A ring of the gong brought the serving-maid with cigars. His Excellency declined to smoke tobacco; instead he spoke to the girl in his own tongue and she vanished, to reappear presently with the requisites of an opium smoker—a lighted lamp on a tray, a blue jar containing poppy-treacle, and a metal pipe. The jar, Trent observed, was a piece of blue porcelain of the Sung period.

Then, after the manner of the East, which is to say, obliquely, his Excellency approached the subject of Trent's visit.

"There are certain necessary precautions," he began, while the girl twisted a black gummy substance about a needle and held it over the lamp, "before we enter into any discussion."

Trent opened his shirt and revealed a coral pendant chased with silver, lying against his skin. Li Kwai Kung nodded.

"And if I say, 'It is a wise man who holds his tongue in the presence of knaves,'" pursued the mandarin, "what would be your comment?"

"I would reply with the ancient wisdom of Lao Tzü—'By many words wit is exhausted; it is better to preserve a mien.'"

Li Kwai Kung nodded again. "Hao," he grunted—and his guest did not know that was a signal for the house-boy, armed with a revolver, to retire from behind one of the many screens.

"It is needless, I am sure," the Oriental resumed, "for me to caution you, who are about to start on a journey to the dwelling-place of He-whose-wisdom-is-as-a-lamp-filled-with-much-oil, that the discreet man questions himself, a fool others. You will tread the path of discretion, I know, for I perceive that the light of intelligence burns with much brightness in your brain."

A pause.
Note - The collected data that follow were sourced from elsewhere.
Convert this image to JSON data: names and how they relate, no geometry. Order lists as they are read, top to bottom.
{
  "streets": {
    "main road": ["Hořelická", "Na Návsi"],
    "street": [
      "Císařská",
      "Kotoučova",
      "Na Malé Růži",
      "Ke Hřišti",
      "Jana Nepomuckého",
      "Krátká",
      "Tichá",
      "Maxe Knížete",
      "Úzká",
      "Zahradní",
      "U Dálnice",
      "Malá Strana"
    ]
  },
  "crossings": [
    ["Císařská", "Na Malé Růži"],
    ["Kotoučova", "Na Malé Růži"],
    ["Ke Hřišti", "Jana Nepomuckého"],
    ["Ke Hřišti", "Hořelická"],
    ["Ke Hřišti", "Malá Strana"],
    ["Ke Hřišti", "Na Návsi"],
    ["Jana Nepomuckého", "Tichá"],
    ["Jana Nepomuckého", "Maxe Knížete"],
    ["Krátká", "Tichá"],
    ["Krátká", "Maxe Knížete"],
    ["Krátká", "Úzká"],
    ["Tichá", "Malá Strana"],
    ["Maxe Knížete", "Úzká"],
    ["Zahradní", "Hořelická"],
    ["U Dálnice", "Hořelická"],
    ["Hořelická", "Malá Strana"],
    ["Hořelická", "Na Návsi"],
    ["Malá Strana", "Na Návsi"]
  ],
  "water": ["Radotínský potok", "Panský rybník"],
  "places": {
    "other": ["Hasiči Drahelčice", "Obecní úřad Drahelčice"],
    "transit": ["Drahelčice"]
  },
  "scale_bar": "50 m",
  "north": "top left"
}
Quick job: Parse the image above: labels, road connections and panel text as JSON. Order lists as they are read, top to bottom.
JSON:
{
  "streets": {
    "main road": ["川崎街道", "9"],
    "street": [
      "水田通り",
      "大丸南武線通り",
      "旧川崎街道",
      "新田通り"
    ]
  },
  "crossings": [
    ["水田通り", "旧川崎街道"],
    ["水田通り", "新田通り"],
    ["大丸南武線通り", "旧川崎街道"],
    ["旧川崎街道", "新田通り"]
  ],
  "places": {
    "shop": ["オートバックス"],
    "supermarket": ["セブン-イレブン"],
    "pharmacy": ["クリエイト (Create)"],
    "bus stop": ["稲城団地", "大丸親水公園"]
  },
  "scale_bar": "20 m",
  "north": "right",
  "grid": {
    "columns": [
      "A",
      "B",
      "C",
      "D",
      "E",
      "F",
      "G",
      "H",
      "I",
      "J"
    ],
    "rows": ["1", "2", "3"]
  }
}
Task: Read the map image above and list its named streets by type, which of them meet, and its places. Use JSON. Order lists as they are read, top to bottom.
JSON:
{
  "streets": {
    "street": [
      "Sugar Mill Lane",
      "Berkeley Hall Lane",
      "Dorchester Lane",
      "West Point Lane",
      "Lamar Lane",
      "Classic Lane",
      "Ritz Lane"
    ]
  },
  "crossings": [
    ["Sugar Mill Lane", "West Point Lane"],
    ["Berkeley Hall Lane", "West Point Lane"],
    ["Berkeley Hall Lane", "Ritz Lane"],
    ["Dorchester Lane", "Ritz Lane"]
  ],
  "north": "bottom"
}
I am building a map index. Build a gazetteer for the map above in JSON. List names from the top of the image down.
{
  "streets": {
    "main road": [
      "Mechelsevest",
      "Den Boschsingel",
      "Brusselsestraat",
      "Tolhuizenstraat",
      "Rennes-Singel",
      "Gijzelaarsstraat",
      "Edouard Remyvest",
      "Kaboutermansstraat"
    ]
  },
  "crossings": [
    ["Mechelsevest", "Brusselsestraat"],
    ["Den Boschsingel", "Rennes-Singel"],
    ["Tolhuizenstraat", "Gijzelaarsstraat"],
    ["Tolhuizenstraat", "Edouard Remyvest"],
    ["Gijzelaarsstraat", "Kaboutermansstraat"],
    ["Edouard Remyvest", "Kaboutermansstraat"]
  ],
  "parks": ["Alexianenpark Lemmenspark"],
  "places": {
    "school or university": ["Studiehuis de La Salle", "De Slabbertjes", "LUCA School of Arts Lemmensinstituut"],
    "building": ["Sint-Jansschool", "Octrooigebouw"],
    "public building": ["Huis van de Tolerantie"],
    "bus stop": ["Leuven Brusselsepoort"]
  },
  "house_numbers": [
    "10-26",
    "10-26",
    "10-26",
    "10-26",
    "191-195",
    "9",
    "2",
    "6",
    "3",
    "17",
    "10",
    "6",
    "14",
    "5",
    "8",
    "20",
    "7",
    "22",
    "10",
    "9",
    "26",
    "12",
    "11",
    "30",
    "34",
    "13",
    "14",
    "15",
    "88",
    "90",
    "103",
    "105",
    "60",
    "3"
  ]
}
Trent studied the blue porcelain jar. Li Kwai Kung took the metal pipe from the girl and inhaled; bluish vapor welled from his nostrils, half-obscuring his countenance.

"The arm of the Order is long and powerful, like Mother Yangtze, and its eyes are as many as the stars." Their glances met; no expression was mirrored in either face. "Yours is a great work to do," continued his Excellency, sinking deeper among the cushions and expelling smoke. "The Order will reward the faithful; they shall flourish as the willow-branch. The first step of your journey to the City of the Falcon will be taken shortly—and what sage was it that said, 'A journey of a thousand miles begins with one step'?"